В этот период в России возобладало мнение, что единственным союзником в Европе может являться лишь Пруссия. Эту точку зрения разделял царь и A. M. Горчаков. Благодаря такой поддержке Пруссия все уверенней проявляла свои имперские претензии. В 1864 г. она вместе с Австрией напала на Данию, разгромила ее и захватила ее южные провинции. В 1866 г. началась австро-прусская война, в которой Австрия потерпела сокрушительное поражение, а позиции Пруссии укрепились и внутри Германии (в то время Германия представляла из себя объединение 32 княжеств, графств и королевств, из которых крупнейшее – Пруссия), и вне ее.
Когда в 1870 г. вспыхнула франко-прусская война, то Россия сохраняла нейтралитет и не пришла на помощь Франции. Обиды Крымской войны не были еще забыты. После того как стало ясно, что наполеоновская Франция сокрушена, русское правительство нотой князя Горчакова уведомило иностранные державы, что Россия слагает с себя обязательства не строить на Черном море флот и приступает к постройке военных судов. Парижский договор 1856 года перестал существовать.
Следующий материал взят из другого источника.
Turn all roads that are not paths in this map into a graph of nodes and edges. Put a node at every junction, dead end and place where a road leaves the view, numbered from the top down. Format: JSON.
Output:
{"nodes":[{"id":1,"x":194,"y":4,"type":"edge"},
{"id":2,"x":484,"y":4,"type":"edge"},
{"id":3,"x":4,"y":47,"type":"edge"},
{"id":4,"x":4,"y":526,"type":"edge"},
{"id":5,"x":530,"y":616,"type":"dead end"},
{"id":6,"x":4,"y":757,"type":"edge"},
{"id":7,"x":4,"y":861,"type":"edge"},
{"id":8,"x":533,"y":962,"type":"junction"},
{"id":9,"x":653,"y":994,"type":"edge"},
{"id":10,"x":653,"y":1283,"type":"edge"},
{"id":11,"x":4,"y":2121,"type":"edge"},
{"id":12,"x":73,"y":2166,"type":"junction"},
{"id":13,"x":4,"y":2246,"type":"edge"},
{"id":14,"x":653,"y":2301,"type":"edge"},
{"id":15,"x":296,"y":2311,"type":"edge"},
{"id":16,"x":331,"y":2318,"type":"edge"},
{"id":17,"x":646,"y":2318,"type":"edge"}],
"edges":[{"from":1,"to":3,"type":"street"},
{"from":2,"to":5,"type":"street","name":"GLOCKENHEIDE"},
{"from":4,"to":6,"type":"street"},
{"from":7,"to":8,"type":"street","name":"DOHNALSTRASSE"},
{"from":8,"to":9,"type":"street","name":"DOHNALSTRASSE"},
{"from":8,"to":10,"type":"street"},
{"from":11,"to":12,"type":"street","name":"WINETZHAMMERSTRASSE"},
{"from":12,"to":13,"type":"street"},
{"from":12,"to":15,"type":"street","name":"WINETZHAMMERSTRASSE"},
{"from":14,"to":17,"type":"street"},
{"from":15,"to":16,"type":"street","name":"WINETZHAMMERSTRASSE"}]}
18 января 1871 г. в загородной резиденции французских королей Версале, оккупированном пруссаками, состоялось провозглашение прусского короля Вильгельма германским императором Вильгельмом I.
Создание единой и сильной Германии стало фактом. Бисмарк оставался первым министром и в Германской империи, продолжая выступать на словах за необходимость близких дружеских отношений с Россией. Эту позицию разделял Александр II и его министр иностранных дел князь A. M. Горчаков. Но как показало дальнейшее, если в России к этой идее относились серьезно, со всей возможной искренностью, то в позиции канцлера Бисмарка было много лукавства…
В 1873 г. в Берлине состоялась встреча трех императоров – Германии, Австрии и России, где был заключен межгосударственный договор, получивший название «Союза трех императоров». Русский царь Александр II, германский император Вильгельм I и австро-венгерский император Франц-Иосиф обязались оказывать взаимную поддержку и в случае угрозы одной из стран договориться о совместных действиях. Внешне это очень походило на возрождение канувшего в Лету «Священного союза». Однако то было лишь формальным сходством.
Заключая соглашение, Россия стремилась не допустить союза Германии и Австро-Венгрии, направленного против нее. Но прошло немного времени, и обозначились острые разногласия между союзниками. В 1875 г. Россия предупредила Бисмарка, что не допустит нового разгрома Франции. В тот момент германский канцлер вынашивал план нанести новый удар по Франции, окончательно уничтожить эту страну как великую державу, присвоив себе ее имперское наследство.
Твердая позиция России и князя A. M. Горчакова явилась неожиданным «сюрпризом» для Бисмарка, который вынужден был отступить. Россия в буквальном смысле стала спасительницей Франции. Не меньшему испытанию подверглись отношения между Россией и Германией через три года, во время и особенно после окончания Русско-турецкой, или как ее еще называли, Болгарской войны.